Shows a report of the size of all data objects in a (set of) collections.

usage: yreport_collectionsize [-y {1.7,1.8,1.9}] [--help] [-h] [-r] [-R]
                              [-g GROUP_BY]
                              (-c COLLECTION | -H | -C COMMUNITY)

Shows a report of the size of all data objects in a (set of) collections

optional arguments:
  -y {1.7,1.8,1.9}, --yoda-version {1.7,1.8,1.9}
                        Yoda version on the server (default: 1.7)
  --help                show help information
  -h, --human-readable  Show sizes in human readable format, e.g. 1.0MB
                        instead of 1000000
  -r, --count-all-replicas
                        Count the size of all replicas of a data object. By
                        default, only the size of one replica of each data
                        object is counted.
  -R, --include-revisions
                        Include the size of stored revisions of data objects
                        in the collection (if available).
  -g GROUP_BY, --group-by GROUP_BY
                        Group collection sizes by resource or by location.
                        Argument should be 'none' (the default), 'resource' or
                        'location'. Grouping by resource or location implies
                        --count-all-replicas. If a collection has no
                        dataobjects and --group-by resource / location is
                        enabled, its size will be printed with group 'all'.
  -c COLLECTION, --collection COLLECTION
                        Show total size of data objects in this collection and
                        its subcollections
  -H, --all-collections-in-home
                        Show total size of data objects in each collection in
                        /zoneName/home, including its subcollections. Note:
                        you will only see the collections you have access to.
  -C COMMUNITY, --community COMMUNITY
                        Show total size of data objects in each research and
                        vault collection in a Yoda community. Note: you will
                        only see the collections you have access to.

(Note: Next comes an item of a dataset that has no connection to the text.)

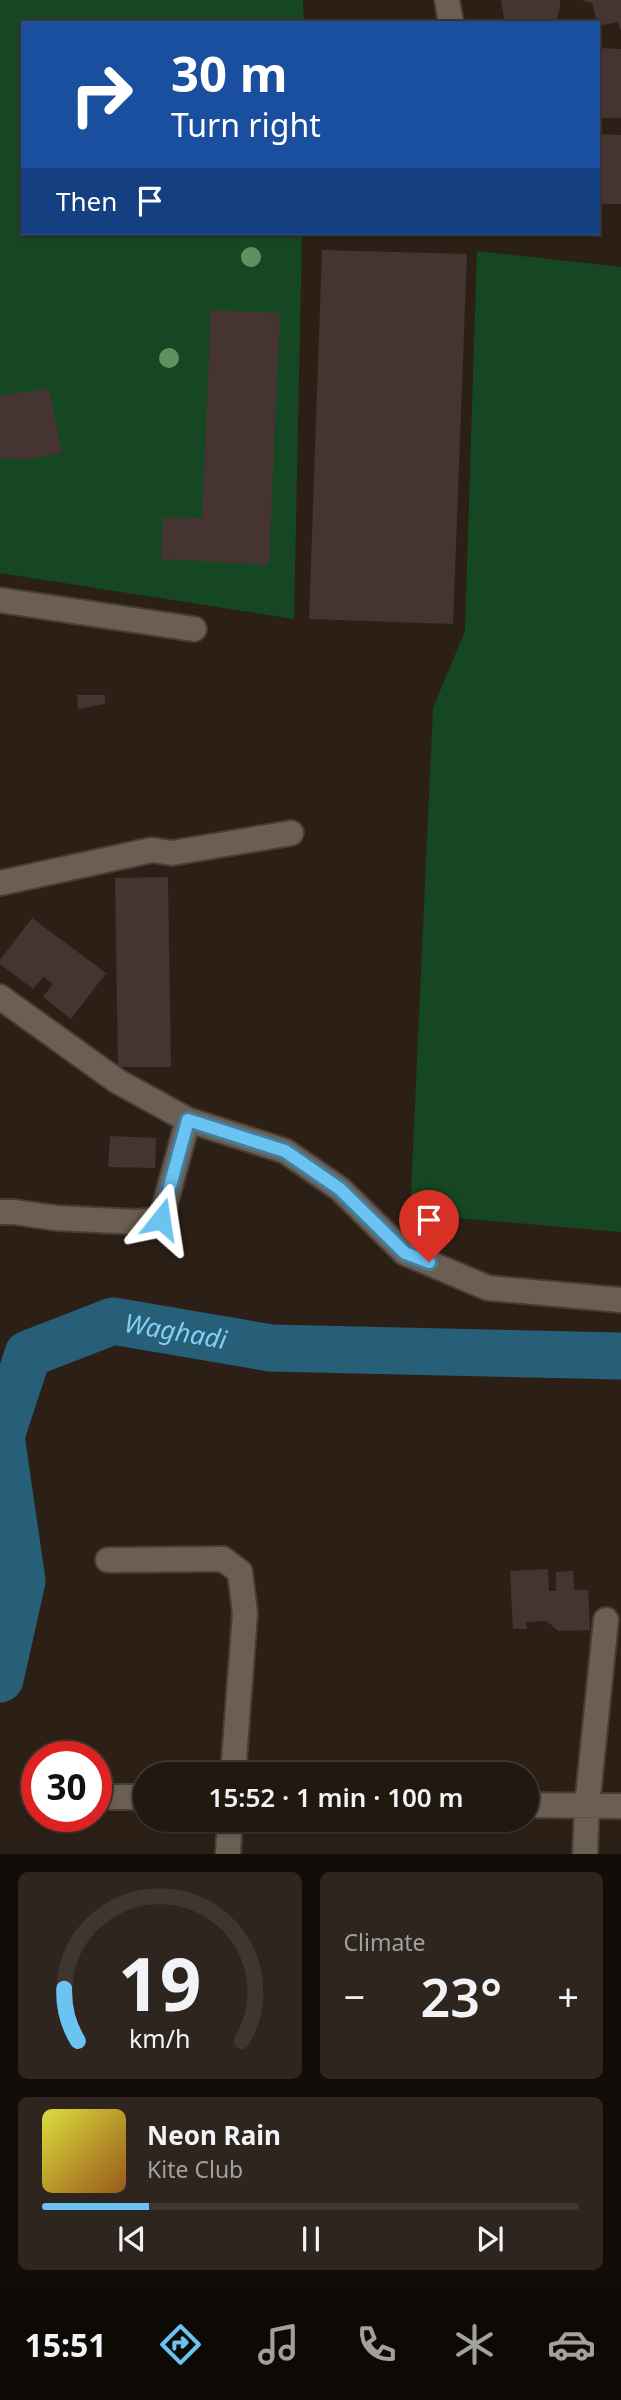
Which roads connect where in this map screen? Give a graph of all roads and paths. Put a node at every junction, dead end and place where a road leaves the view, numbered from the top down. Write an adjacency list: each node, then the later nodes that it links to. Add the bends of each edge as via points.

yreport_dataobjectspercollection

Prints a report of the number of subcollections and data objects per collection. The output is in CSV format.

usage: yreport_dataobjectspercollection [-h] [-y {1.7,1.8,1.9}] [-r ROOT] [-e]

Shows a report of number of data objects and subcollections per collection

optional arguments:
  -h, --help            show this help message and exit
  -y {1.7,1.8,1.9}, --yoda-version {1.7,1.8,1.9}
                        Yoda version on the server (default: 1.7)
  -r ROOT, --root ROOT  show only collections in this root collection
                        (default: show all collections
  -e, --by-extension    show number of data objects by extension for each
                        collection

List of columns in regular mode:

  1. Number of subcollections in collection (nonrecursive).
  2. Number of data objects in collection (nonrecursive).
  3. Total number of subcollections and data objects in collection (nonrecursive)
  4. Name of collection

List of columns if --by-extension is enabled:

  1. Number of subcollections in collection (nonrecursive).
  2. Number of data objects in collection with the listed extension (nonrecursive).
  3. Total number of subcollections and data objects with the listed extension in collection (nonrecursive)
  4. Extension
  5. Name of collection

yreport_intake

Prints an intake collection report. This report is only relevant for environments that use the intake module.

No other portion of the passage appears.